V_{AcCoA}~[μL] = \frac{C_{protein}\times V_{protein}\times 10^{-3}}{C_{AcCoA}}
Where:
- VAcCoA = volume of AcCoA to add (in μL)
- Cprotein = protein concentration (in μM)
- Vprotein = protein sample volume (in μL)
- CAcCoA = AcCoA stock concentration (in mM)
⚠️ Units required for this formula:
- Protein concentration in μM
- Protein volume in μL
- AcCoA stock concentration in mM
- Resulting AcCoA volume in μL
💡 Example Calculation
Assume you have:
- Cprotein = 400 μM
- Vprotein = 300 μL
- CAcCoA = 8 mM
Plug the values into the formula:
V_{AcCoA} = \frac{400 × 300 × 10^{-3}}{8} = \frac{120}{8} = 15 μL
✅ Result: Add 15 μL of 8 mM AcCoA to your protein sample to reach a 1:1 molar ratio.
🔹 Step 2: Addition of D2O
To enable frequency locking during NMR acquisition, add D2O to the sample to reach a final content of 5–10%. A common choice is 7%.
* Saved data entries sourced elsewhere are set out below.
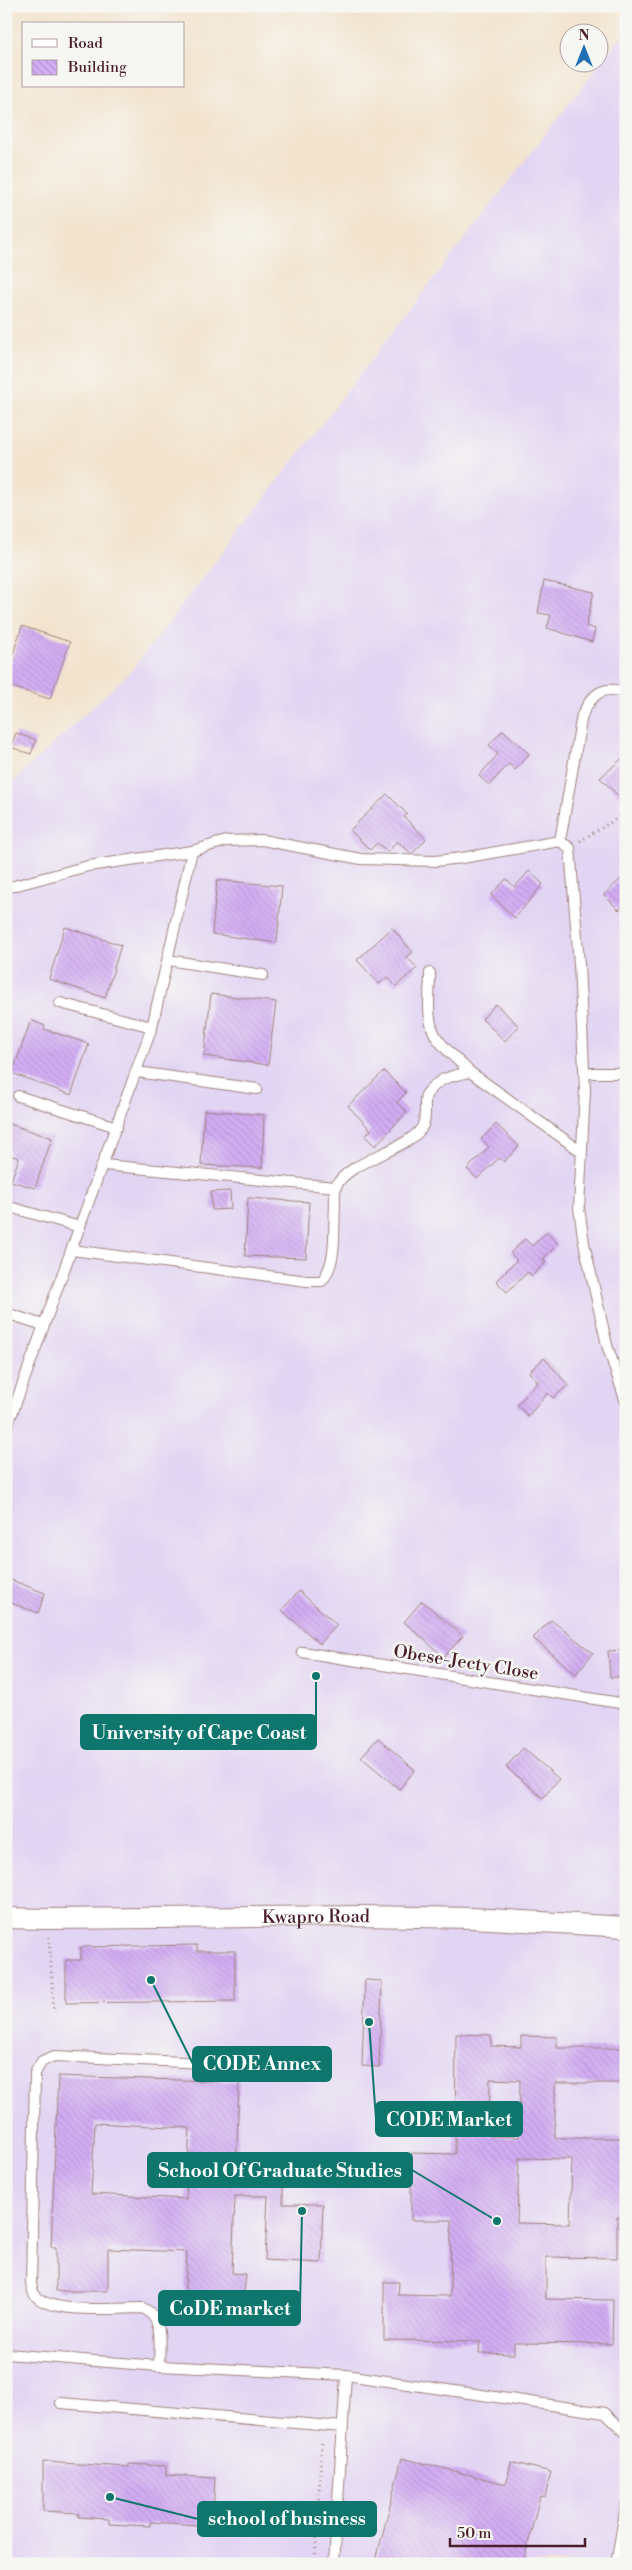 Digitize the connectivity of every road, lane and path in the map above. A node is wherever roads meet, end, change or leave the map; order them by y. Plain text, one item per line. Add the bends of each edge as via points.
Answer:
1 (626, 692) edge
2 (626, 813) edge
3 (560, 841) junction
4 (570, 848) junction
5 (192, 850) junction
6 (6, 888) edge
7 (168, 960) junction
8 (430, 973) dead end
9 (263, 975) dead end
10 (60, 1003) dead end
11 (152, 1027) junction
12 (138, 1072) junction
13 (470, 1072) junction
14 (584, 1073) junction
15 (626, 1073) edge
16 (257, 1089) dead end
17 (18, 1096) dead end
18 (117, 1127) junction
19 (582, 1152) junction
20 (104, 1165) junction
21 (335, 1187) junction
22 (6, 1206) edge
23 (80, 1227) junction
24 (72, 1250) junction
25 (6, 1313) edge
26 (43, 1325) junction
27 (626, 1402) edge
28 (7, 1424) edge
29 (302, 1652) dead end
30 (626, 1704) edge
31 (6, 1918) edge
32 (47, 1919) junction
33 (626, 1927) edge
34 (54, 2012) dead end
35 (247, 2065) dead end
36 (6, 2354) edge
37 (159, 2366) junction
38 (346, 2375) junction
39 (61, 2404) dead end
40 (323, 2426) junction
41 (343, 2427) junction
42 (626, 2433) edge
43 (626, 2506) edge
44 (315, 2564) edge
45 (334, 2564) edge
46 (616, 2564) edge

1 - 3 lane via 603,691 590,699 582,715
2 - 4 path
3 - 4 lane
3 - 5 lane via 434,861 362,859 262,840 226,841
4 - 14 lane
5 - 6 lane via 88,866
5 - 7 lane
7 - 9 lane
7 - 11 lane
8 - 13 lane via 432,1028 437,1038
10 - 11 lane
11 - 12 lane
12 - 16 lane
12 - 18 lane
13 - 19 lane
13 - 21 lane via 441,1079 432,1086 426,1094 421,1129 346,1174
14 - 15 lane
14 - 19 lane
17 - 18 lane
18 - 20 lane
19 - 27 lane via 579,1208 584,1243 607,1344
20 - 21 lane
20 - 23 lane
21 - 24 lane via 332,1258 329,1272 322,1281
22 - 23 lane
23 - 24 lane
24 - 26 lane
25 - 26 lane
26 - 28 lane
29 - 30 lane, Obese-Jecty Close
31 - 32 street, Kwapro Road
32 - 33 street, Kwapro Road via 363,1916 472,1918
32 - 34 path
35 - 37 lane via 54,2056 42,2061 35,2073 31,2284 35,2296 46,2303 68,2308 143,2308 153,2313 158,2323
36 - 37 lane
37 - 38 lane
38 - 41 lane
38 - 42 lane via 605,2413
39 - 40 lane
40 - 41 lane
40 - 44 path
41 - 45 lane
43 - 46 lane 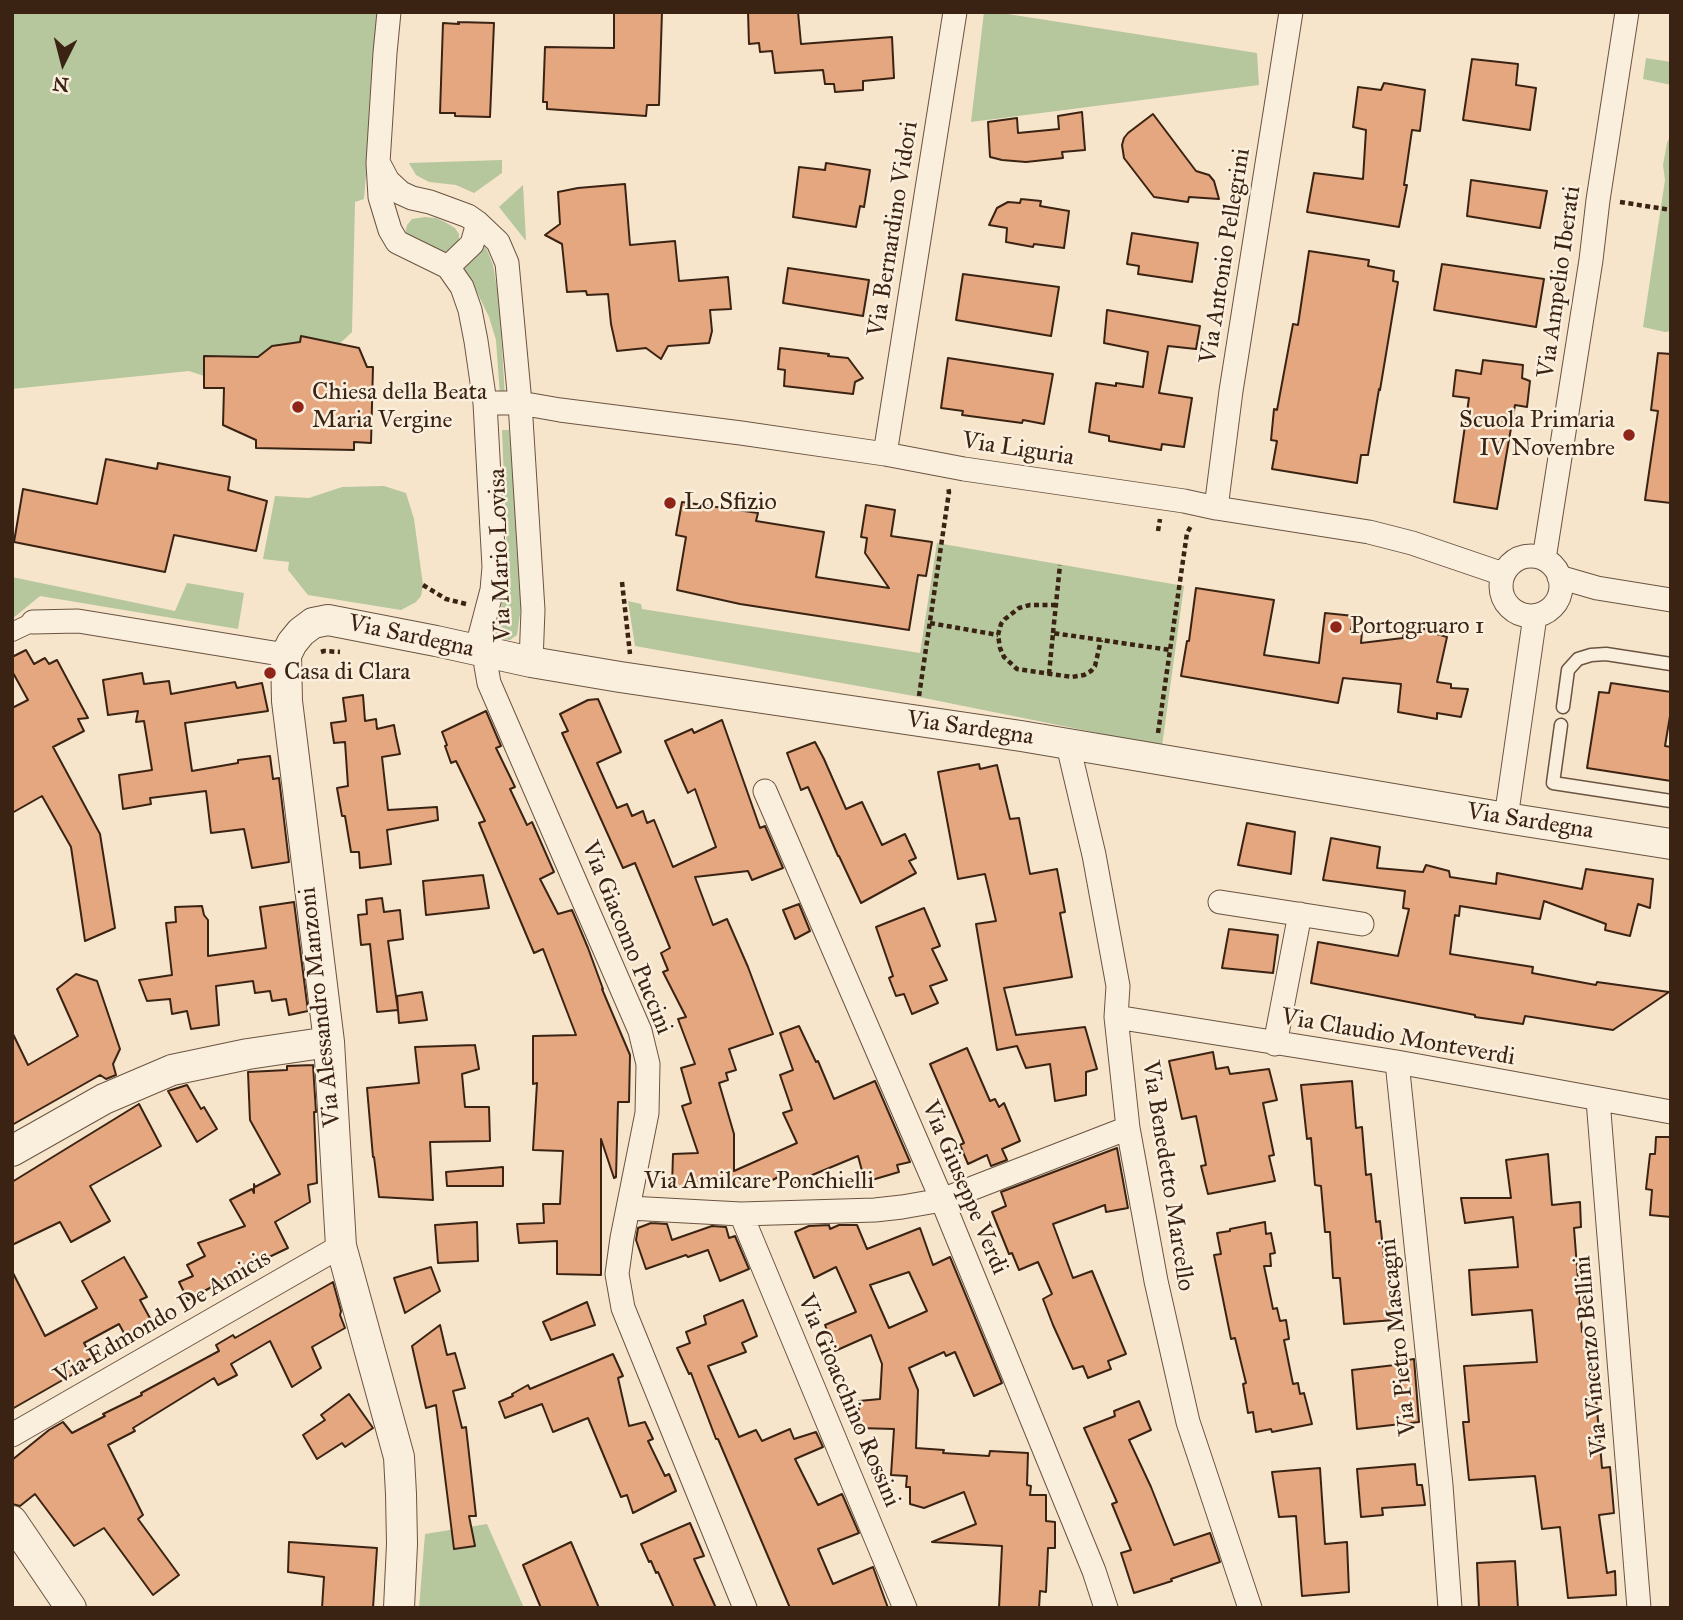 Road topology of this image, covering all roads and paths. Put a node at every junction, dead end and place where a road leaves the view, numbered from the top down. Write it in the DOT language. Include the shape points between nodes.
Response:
graph roads {
  1 [pos="389,12"];
  2 [pos="955,12"];
  3 [pos="1291,12"];
  4 [pos="1626,12"];
  5 [pos="379,163"];
  6 [pos="1598,200"];
  7 [pos="1671,209"];
  8 [pos="478,223"];
  9 [pos="447,267"];
  10 [pos="485,404"];
  11 [pos="520,404"];
  12 [pos="885,454"];
  13 [pos="947,483"];
  14 [pos="1216,508"];
  15 [pos="1191,526"];
  16 [pos="1544,559"];
  17 [pos="1060,565"];
  18 [pos="1503,574"];
  19 [pos="1559,577"];
  20 [pos="622,582"];
  21 [pos="1671,600"];
  22 [pos="1056,605"];
  23 [pos="1535,616"];
  24 [pos="33,622"];
  25 [pos="930,624"];
  26 [pos="12,632"];
  27 [pos="1053,633"];
  28 [pos="998,635"];
  29 [pos="1101,640"];
  30 [pos="1170,650"];
  31 [pos="481,652"];
  32 [pos="631,654"];
  33 [pos="286,655"];
  34 [pos="531,662"];
  35 [pos="1671,664"];
  36 [pos="1049,674"];
  37 [pos="919,700"];
  38 [pos="1563,707"];
  39 [pos="1561,725"];
  40 [pos="1068,745"];
  41 [pos="1155,759"];
  42 [pos="765,791"];
  43 [pos="1671,801"];
  44 [pos="1506,818"];
  45 [pos="1671,844"];
  46 [pos="1220,902"];
  47 [pos="1300,914"];
  48 [pos="1362,924"];
  49 [pos="1116,1017"];
  50 [pos="329,1042"];
  51 [pos="1275,1044"];
  52 [pos="1397,1062"];
  53 [pos="1598,1100"];
  54 [pos="1671,1112"];
  55 [pos="1128,1128"];
  56 [pos="12,1151"];
  57 [pos="942,1200"];
  58 [pos="629,1208"];
  59 [pos="741,1214"];
  60 [pos="341,1246"];
  61 [pos="12,1435"];
  62 [pos="12,1521"];
  63 [pos="71,1608"];
  64 [pos="400,1608"];
  65 [pos="745,1608"];
  66 [pos="905,1608"];
  67 [pos="1107,1608"];
  68 [pos="1250,1608"];
  69 [pos="1450,1608"];
  70 [pos="1639,1608"];
  1 -- 5 [label="street"];
  2 -- 12 [label="street, Via Bernardino Vidori"];
  3 -- 14 [label="street, Via Antonio Pellegrini"];
  4 -- 6 [label="street, Via Ampelio Iberati"];
  5 -- 8 [label="street, Via Mario Lovisa" via="388,181 401,192"];
  5 -- 9 [label="street" via="380,197 397,242"];
  6 -- 7 [label="path"];
  6 -- 16 [label="street, Via Ampelio Iberati"];
  8 -- 9 [label="street" via="472,244"];
  8 -- 11 [label="street, Via Mario Lovisa" via="498,242 507,263"];
  9 -- 10 [label="street, Via Mario Lovisa" via="462,287 470,310"];
  10 -- 11 [label="street"];
  10 -- 31 [label="street, Via Mario Lovisa" via="494,567"];
  11 -- 12 [label="street, Via Liguria"];
  11 -- 34 [label="street, Via Mario Lovisa" via="533,610"];
  12 -- 14 [label="street, Via Liguria"];
  13 -- 25 [label="path"];
  14 -- 18 [label="street, Via Liguria" via="1369,532"];
  15 -- 30 [label="path"];
  16 -- 18 [label="street" via="1525,556 1508,565"];
  16 -- 19 [label="street"];
  17 -- 22 [label="path"];
  18 -- 23 [label="street" via="1504,600 1517,613"];
  19 -- 21 [label="street"];
  19 -- 23 [label="street" via="1557,601"];
  20 -- 32 [label="path"];
  22 -- 27 [label="path"];
  22 -- 28 [label="path" via="1019,608 1001,624"];
  23 -- 44 [label="street"];
  24 -- 26 [label="street"];
  24 -- 33 [label="street" via="78,621"];
  25 -- 28 [label="path"];
  25 -- 37 [label="path"];
  27 -- 29 [label="path"];
  27 -- 36 [label="path"];
  28 -- 36 [label="path" via="1004,657 1017,668"];
  29 -- 30 [label="path"];
  29 -- 36 [label="path" via="1091,671 1072,677"];
  30 -- 41 [label="path"];
  31 -- 33 [label="street, Via Sardegna" via="328,620 301,632"];
  31 -- 34 [label="street, Via Sardegna"];
  31 -- 58 [label="street, Via Giacomo Puccini" via="489,683 640,1031 648,1064 648,1113"];
  33 -- 50 [label="street, Via Alessandro Manzoni" via="287,701"];
  34 -- 40 [label="street, Via Sardegna"];
  35 -- 38 [label="lane" via="1606,654 1578,659 1569,670"];
  39 -- 43 [label="lane" via="1553,783"];
  40 -- 41 [label="street, Via Sardegna"];
  40 -- 49 [label="street, Via Benedetto Marcello" via="1118,986"];
  41 -- 44 [label="street, Via Sardegna"];
  42 -- 57 [label="street, Via Giuseppe Verdi"];
  44 -- 45 [label="street, Via Sardegna"];
  46 -- 47 [label="street"];
  47 -- 48 [label="street"];
  47 -- 51 [label="street"];
  49 -- 51 [label="street, Via Claudio Monteverdi"];
  49 -- 55 [label="street, Via Benedetto Marcello"];
  50 -- 56 [label="street" via="172,1070 104,1099"];
  50 -- 60 [label="street, Via Alessandro Manzoni"];
  51 -- 52 [label="street, Via Claudio Monteverdi"];
  52 -- 53 [label="street, Via Claudio Monteverdi"];
  52 -- 69 [label="street, Via Pietro Mascagni"];
  53 -- 54 [label="street, Via Claudio Monteverdi"];
  53 -- 70 [label="street, Via Vincenzo Bellini"];
  55 -- 57 [label="street, Via Amilcare Ponchielli"];
  55 -- 68 [label="street, Via Benedetto Marcello" via="1188,1422"];
  57 -- 59 [label="street, Via Amilcare Ponchielli" via="875,1210"];
  57 -- 67 [label="street, Via Giuseppe Verdi"];
  58 -- 59 [label="street, Via Amilcare Ponchielli"];
  58 -- 65 [label="street, Via Giacomo Puccini" via="617,1274 623,1308"];
  59 -- 66 [label="street, Via Gioacchino Rossini"];
  60 -- 61 [label="street, Via Edmondo De Amicis"];
  60 -- 64 [label="street, Via Alessandro Manzoni" via="399,1457"];
  62 -- 63 [label="street"];
}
Use the following formula to calculate the volume of D2O to add:
V_{D2O}~[μL] = \frac{p \times V_0}{1 - p}
Where:
- VD2O = volume of D2O to add (in μL)
- V0 = current sample volume before adding D2O (in μL)
- p = desired D2O percentage as a decimal (e.g. 0.07 for 7%)
💡 Example Calculation
Let’s say:
- Current volume = 315 μL (300 μL protein + 15 μL AcCoA)
- Desired D2O fraction = 7% (i.e. p = 0.07)
Plug the values into the formula:
V_{D2O}~[μL] = \frac{0.07 \times 315}{1 - 0.07} \approx 23.7 μL
✅ Result: Add 23–24 μL of D2O to your sample to reach ~7% D2O content.
This gives you a final volume of ~339 μL, suitable for Shigemi tube preparation.
🔹 Step 3: Final Steps
- Vortex the tube briefly to ensure thorough mixing.
- Transfer the sample into the Shigemi tube using the glass Pasteur pipette.
- Cap the Shigemi tube.
- Spin the Shigemi tube on the table rotor to get rid of the bubbles.
The following steps should be performed by NMR facility personnel but are included here for completeness:
- Insert the plunger so the meniscus is 2–3 mm below the rim. Be careful, no bubble must be present in the tube.
- Cap, clean the exterior, and load the tube into the spectrometer.